追い打ちをかけるように、ワシントン条約に日本は加盟する。ワシントン条約は絶滅危惧される動植物を守るための条約』
『なんか難しいよ』
『いいから黙って聞きなさい』
『わかったよ』
『輸入を禁ずる条約だったが、日本は頭数を減らすだけで、完全には輸入を止めなかった』
『なんで』
『知らないわよ。兎角、その条約で、べっこうが買えなくなっちゃう、って思った日本人がべっこうを買いまくりだしたんだって! ほらこう書かれてる。買い占めの影響でタイマイは、さらなる数が減り絶滅に瀕してしまった。輸入禁止が決まるまでの最後の2年。13万7000頭も殺されたって』
『殺戮じゃん』
『トリィってば、そんな言葉は知ってたのね。そうよ。ただ、べっこうが欲しいってだけでウミガメが殺されてきたのよ。人間のせいで』
悲しそうに翼は本を閉じ、からりと部屋の窓を開け放し、大空を仰いだ。真はその後ろ姿をじっと見つめた。なぜか翼の背中が大きく見えた。
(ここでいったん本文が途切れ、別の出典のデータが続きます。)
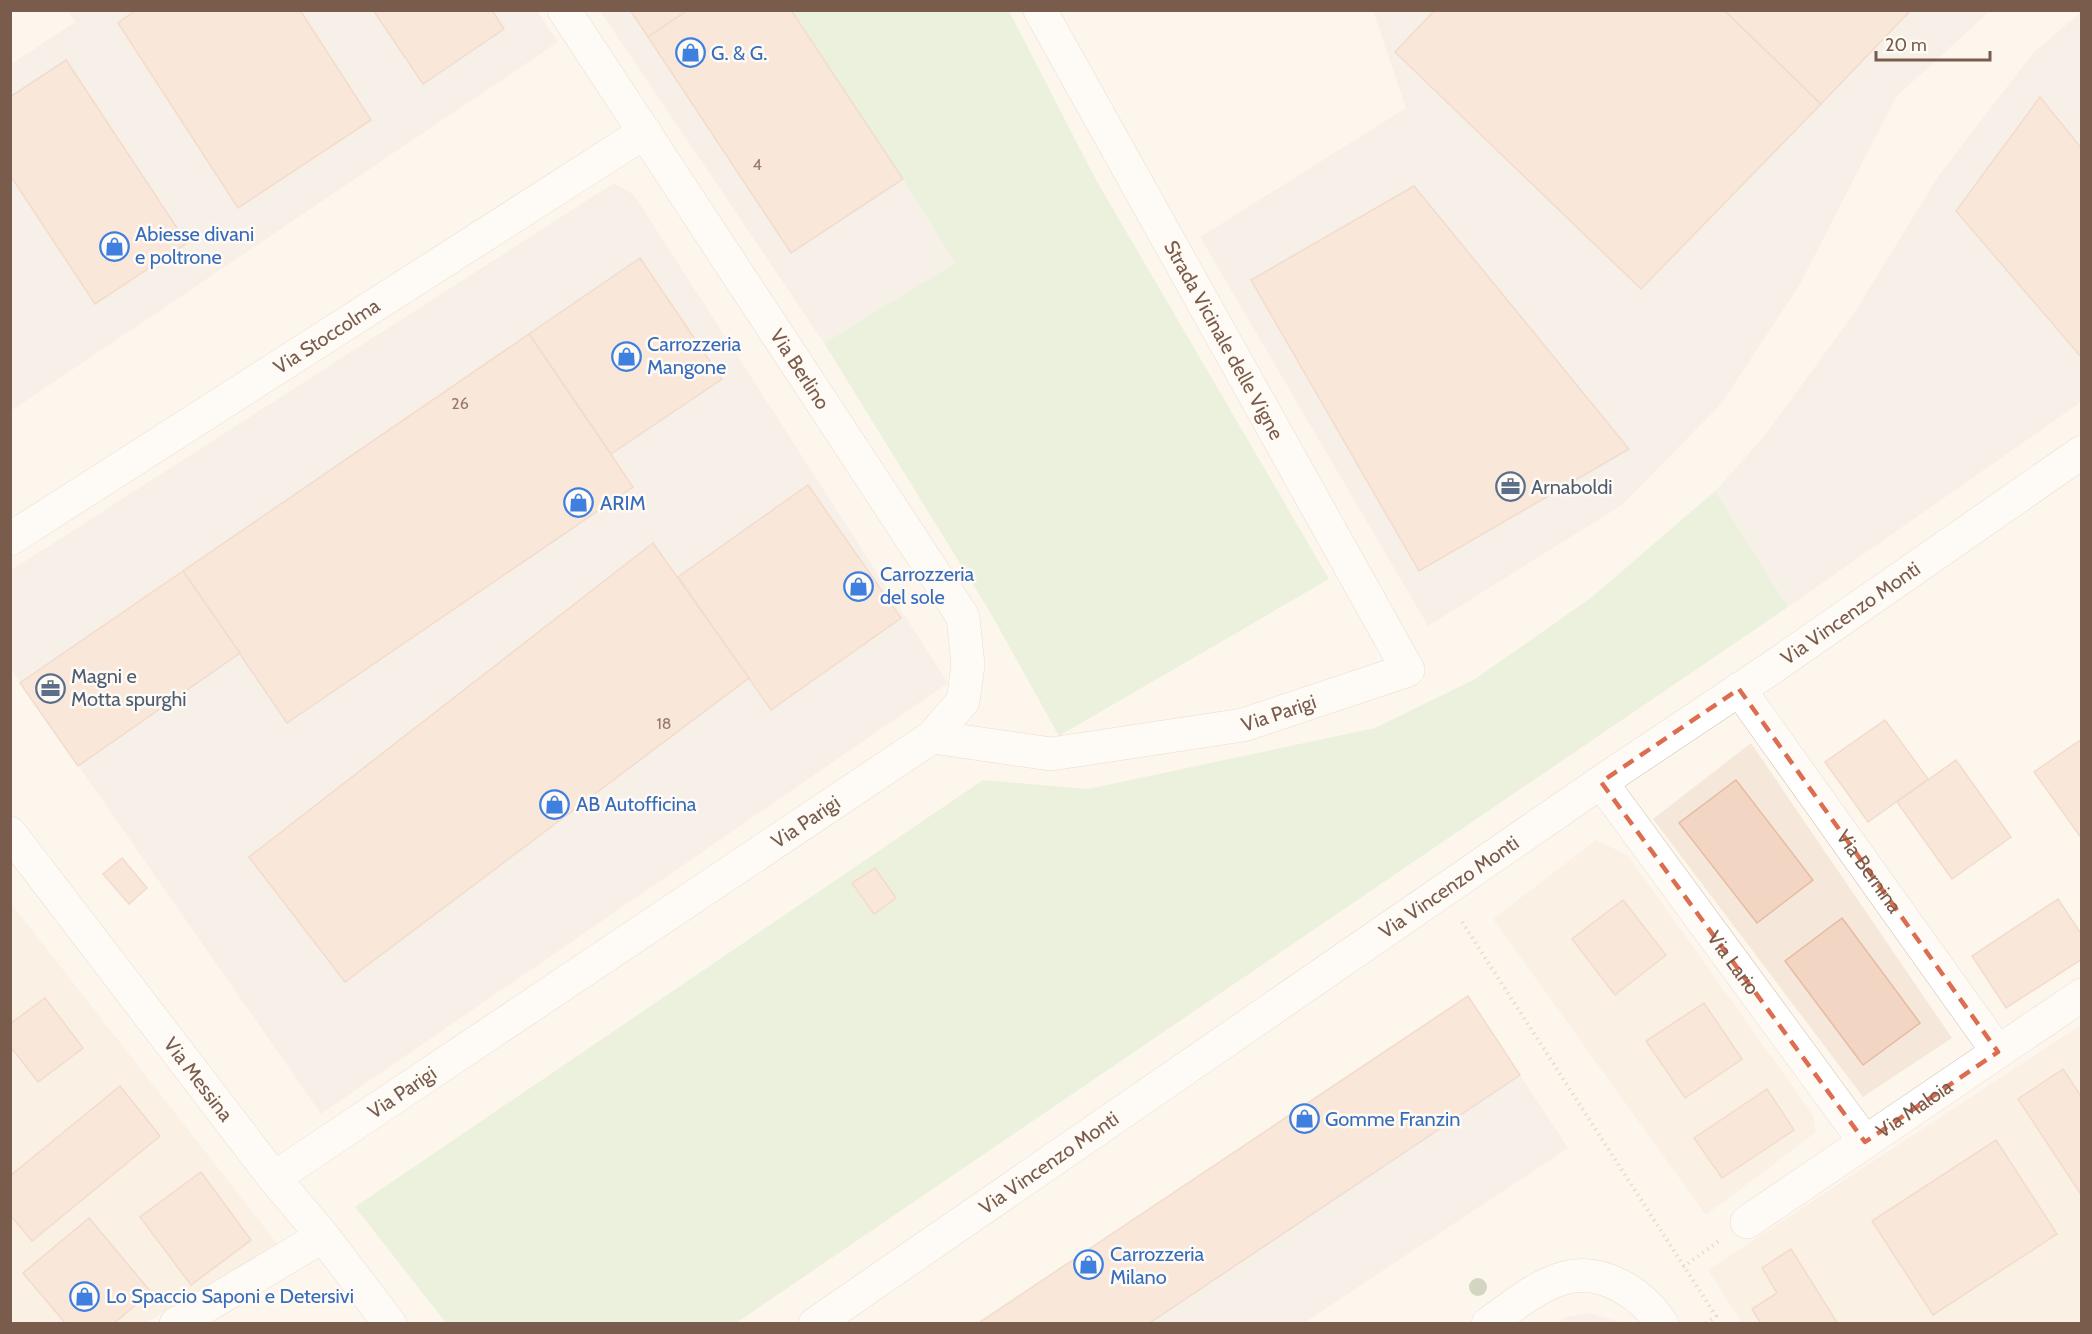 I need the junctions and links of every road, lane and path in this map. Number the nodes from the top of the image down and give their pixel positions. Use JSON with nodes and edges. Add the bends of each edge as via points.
{"nodes":[{"id":1,"x":564,"y":10,"type":"edge"},
{"id":2,"x":1040,"y":10,"type":"edge"},
{"id":3,"x":645,"y":132,"type":"junction"},
{"id":4,"x":2082,"y":452,"type":"edge"},
{"id":5,"x":10,"y":539,"type":"edge"},
{"id":6,"x":1408,"y":670,"type":"joint"},
{"id":7,"x":1740,"y":689,"type":"junction"},
{"id":8,"x":932,"y":737,"type":"junction"},
{"id":9,"x":1601,"y":782,"type":"junction"},
{"id":10,"x":10,"y":833,"type":"edge"},
{"id":11,"x":1440,"y":893,"type":"junction"},
{"id":12,"x":2082,"y":995,"type":"edge"},
{"id":13,"x":1998,"y":1052,"type":"junction"},
{"id":14,"x":1864,"y":1142,"type":"junction"},
{"id":15,"x":274,"y":1178,"type":"junction"},
{"id":16,"x":1747,"y":1222,"type":"joint"},
{"id":17,"x":323,"y":1236,"type":"junction"},
{"id":18,"x":1683,"y":1267,"type":"junction"},
{"id":19,"x":176,"y":1323,"type":"edge"},
{"id":20,"x":390,"y":1323,"type":"edge"},
{"id":21,"x":815,"y":1323,"type":"edge"},
{"id":22,"x":1488,"y":1323,"type":"edge"},
{"id":23,"x":1662,"y":1323,"type":"edge"},
{"id":24,"x":1705,"y":1323,"type":"edge"}],
"edges":[{"from":1,"to":3,"type":"street","name":"Via Berlino"},
{"from":2,"to":6,"type":"street","name":"Strada Vicinale delle Vigne"},
{"from":3,"to":5,"type":"street","name":"Via Stoccolma"},
{"from":3,"to":8,"type":"street","name":"Via Berlino","via":[[963,617],[968,664],[963,700]]},
{"from":4,"to":7,"type":"street","name":"Via Vincenzo Monti"},
{"from":6,"to":8,"type":"street","name":"Via Parigi","via":[[1243,725],[1051,754]]},
{"from":7,"to":9,"type":"street","name":"Via Vincenzo Monti"},
{"from":7,"to":13,"type":"street","name":"Via Bernina"},
{"from":8,"to":15,"type":"street","name":"Via Parigi"},
{"from":9,"to":11,"type":"street","name":"Via Vincenzo Monti"},
{"from":9,"to":14,"type":"street","name":"Via Lario"},
{"from":10,"to":15,"type":"street","name":"Via Messina"},
{"from":11,"to":18,"type":"path"},
{"from":11,"to":21,"type":"street","name":"Via Vincenzo Monti"},
{"from":12,"to":13,"type":"street","name":"Via Maloia"},
{"from":13,"to":14,"type":"street","name":"Via Maloia"},
{"from":14,"to":16,"type":"street","name":"Via Maloia"},
{"from":15,"to":17,"type":"street","name":"Via Messina"},
{"from":16,"to":18,"type":"path"},
{"from":17,"to":19,"type":"street"},
{"from":17,"to":20,"type":"street","name":"Via Messina"},
{"from":18,"to":24,"type":"path","via":[[1716,1316]]},
{"from":22,"to":23,"type":"street","via":[[1540,1288],[1568,1277],[1602,1278],[1631,1291]]}]}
なんだろう。翼がどこか遠くに行ってしまう様な気がした。
こんな女の子は翼しか知らなかった。真と同じ4年生の女の子は『子供用の化粧を買った』とか『どこどこの服を買った』など語っていた。それなのに翼は、それらにまったく興味を持たない。
今にも大空に羽ばたきそうな翼に、真は手を伸ばした。
『なに、どうしたのよ』
気がつけば翼の背中の服を引っ張っていた。離れたくない。
『置いて行かないで』
『なに? 変な子ね。置いてったりしないわよ』
ふふっと笑う翼に真の胸が高鳴った。惹きつけられる。
いつの間にか刷り込まれるように真は、若干小学生にして自分の気持ちに気づいてしまった。
以来、翼は真にとって特別な女になったのだ。